A lavish Christmas party at her Godfather’s (Oscar winner Morgan Freeman) mansion leads Clara to a parallel universe where her mother Marie was Queen of the four realms. This is a fantastical land that reminds (maybe a bit too much) of Tim Burton’s ALICE IN WONDERLAND and the classic THE WIZARD OF OZ. Clara buddies up with a live Nutcracker soldier Phillip (newcomer Jayden Fowora-Knight), who quickly becomes her trusted bodyguard. Land of Snowflakes, Land of Flowers, Land of Sweets, and the blighted Fourth Realm run by a cast-out Mother Ginger (Oscar winner Helen Mirren) make up this world. Keira Knightley stars as the Sugar Plum Fairy, and her devilishly fun performance is responsible for most of the energy, humor and entertainment outside of the visual effects. The two time Oscar nominee seems to relish the voice, the costumes and the chance to play a quirky character.

Disney touches like the animal sidekicks are noted: Phillip’s loyal steed, and the pesky little mouse that flashes more personality than anyone in the film outside of Sugar Plum.
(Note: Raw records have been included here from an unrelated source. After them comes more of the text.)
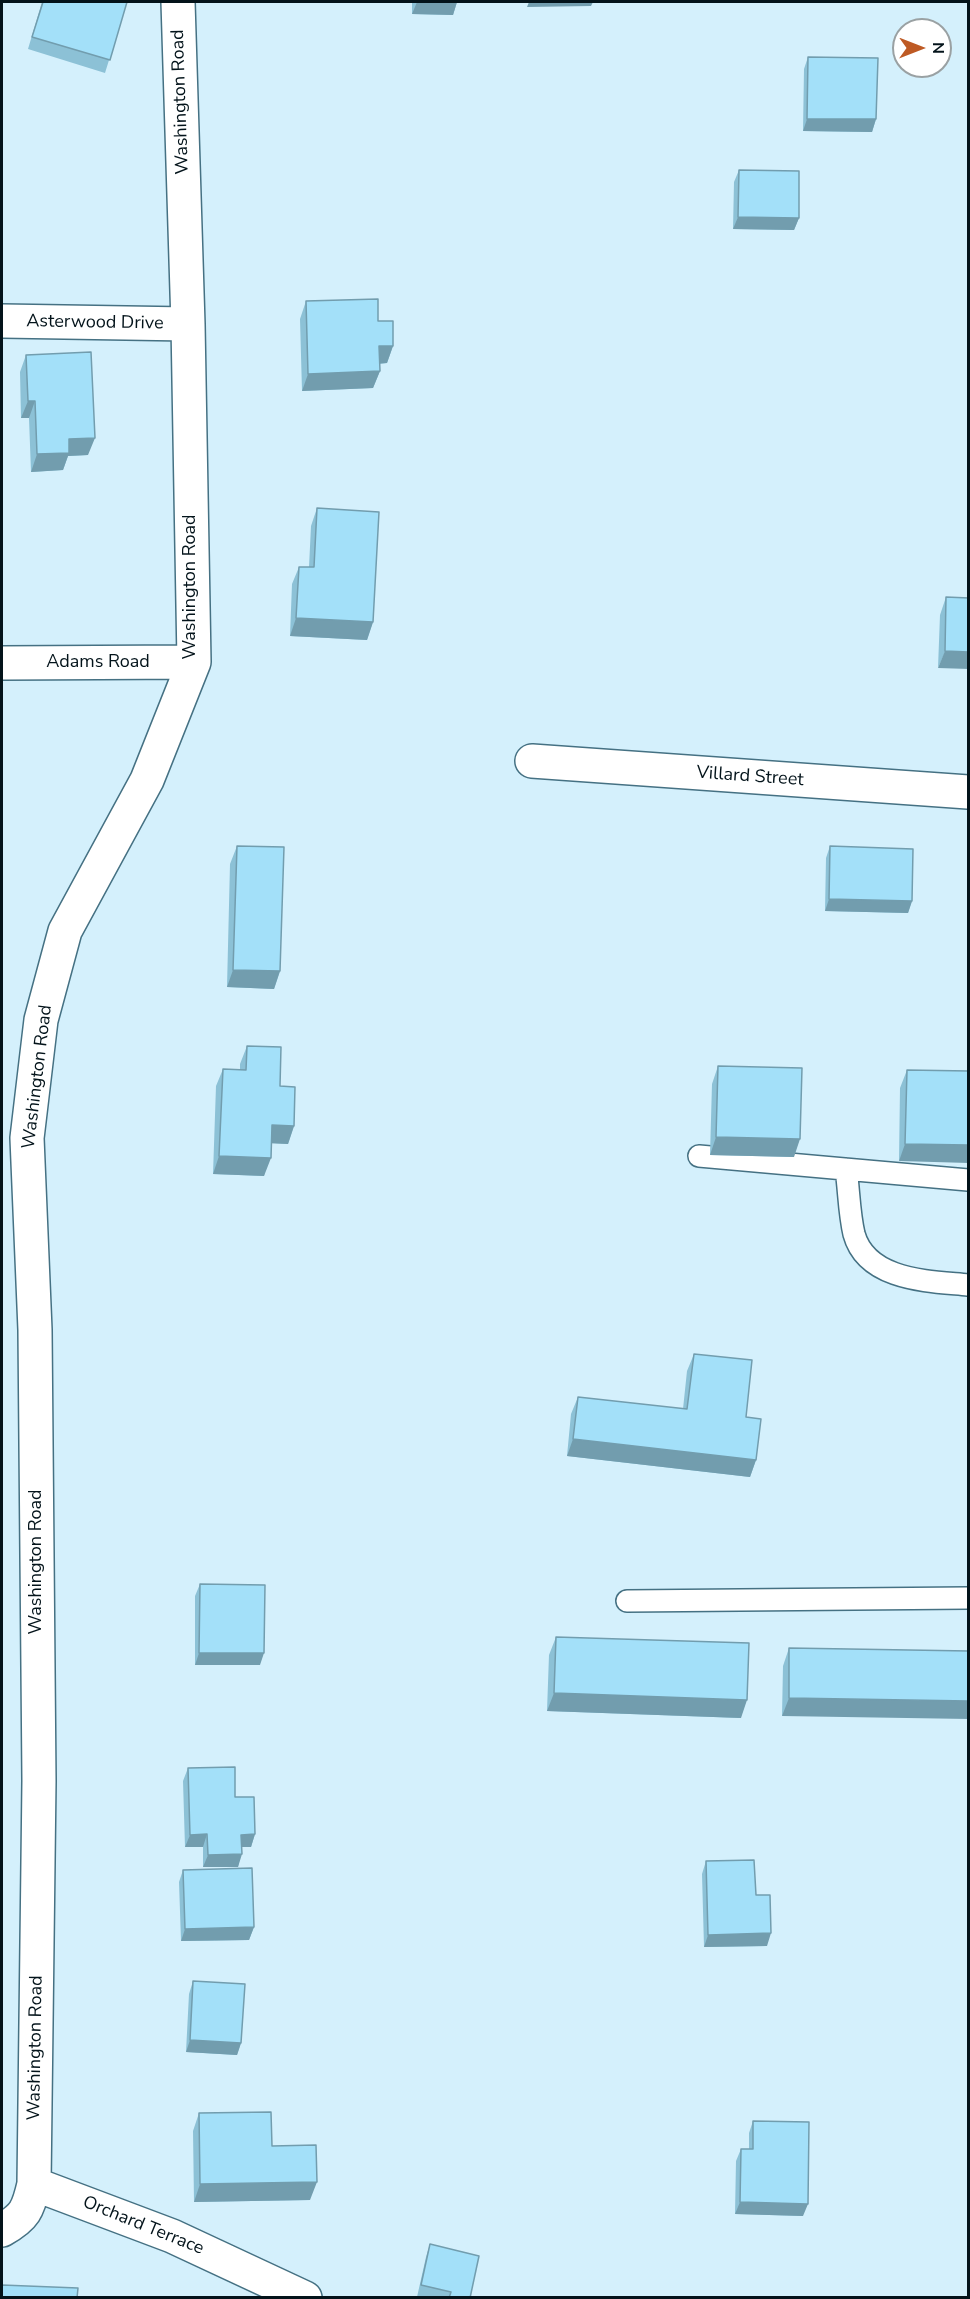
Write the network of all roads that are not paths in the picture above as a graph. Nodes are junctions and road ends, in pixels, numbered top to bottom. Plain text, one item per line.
1 (178, 2) edge
2 (2, 321) edge
3 (188, 324) junction
4 (194, 662) junction
5 (2, 663) edge
6 (532, 761) dead end
7 (969, 792) edge
8 (699, 1156) dead end
9 (846, 1169) junction
10 (969, 1180) edge
11 (969, 1285) edge
12 (969, 1598) edge
13 (627, 1601) dead end
14 (34, 2184) junction
15 (2, 2230) edge
16 (305, 2298) edge

1 - 3 street, Washington Road
2 - 3 street, Asterwood Drive
3 - 4 street, Washington Road
4 - 5 street, Adams Road
4 - 14 street, Washington Road
6 - 7 street, Villard Street
8 - 9 lane
9 - 10 lane
9 - 11 lane
12 - 13 lane
14 - 15 street
14 - 16 street, Orchard Terrace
Most of the comedic secondary characters (including Richard E Grant and Eugenio Derbez) fall flat with very little do in a screenplay from Ashleigh Powell that gives the impression of multiple hands in the pie. Adding to the disjointed feel and lack of cohesion in the story flow is the fact that two very different directors worked on the project. Lasse Hallstrom (CHOCOLAT) handled principal photography and then Joe Johnston (CAPTAIN AMERICA: THE FIRST AVENGER) spent a month on re-shoots with attention to visual effects. The contrasts between these two directors is quite clear in the finished project despite the cinematographer of Oscar winner Linus Sandgren (LA LA LAND).

The mishmash of styles and tone prevents us from ever really connecting with characters or being drawn in by the story, but beyond that, there are some really terrific visuals and special effects. I especially liked the look of the enhanced tin soldiers and the work of two time Oscar winning costume designer Jenny Beavan. Of course, this is a familiar story and many viewers bring certain expectations into the theatre with them. The iconic Tchaikovsky music is played early and throughout the film, though mostly in teases and in blends with new music from James Newton Howard. We do get a glimpse of Maestro Gustavo Dudamel conducting the orchestra, and for those expecting ballet, the fabulous Misty Copeland performs a couple of times, though it’s likely not enough for those hoping for more of a ballet production. The end result is an impressive visual experience that will likely still disappoint those looking for another holiday watching tradition.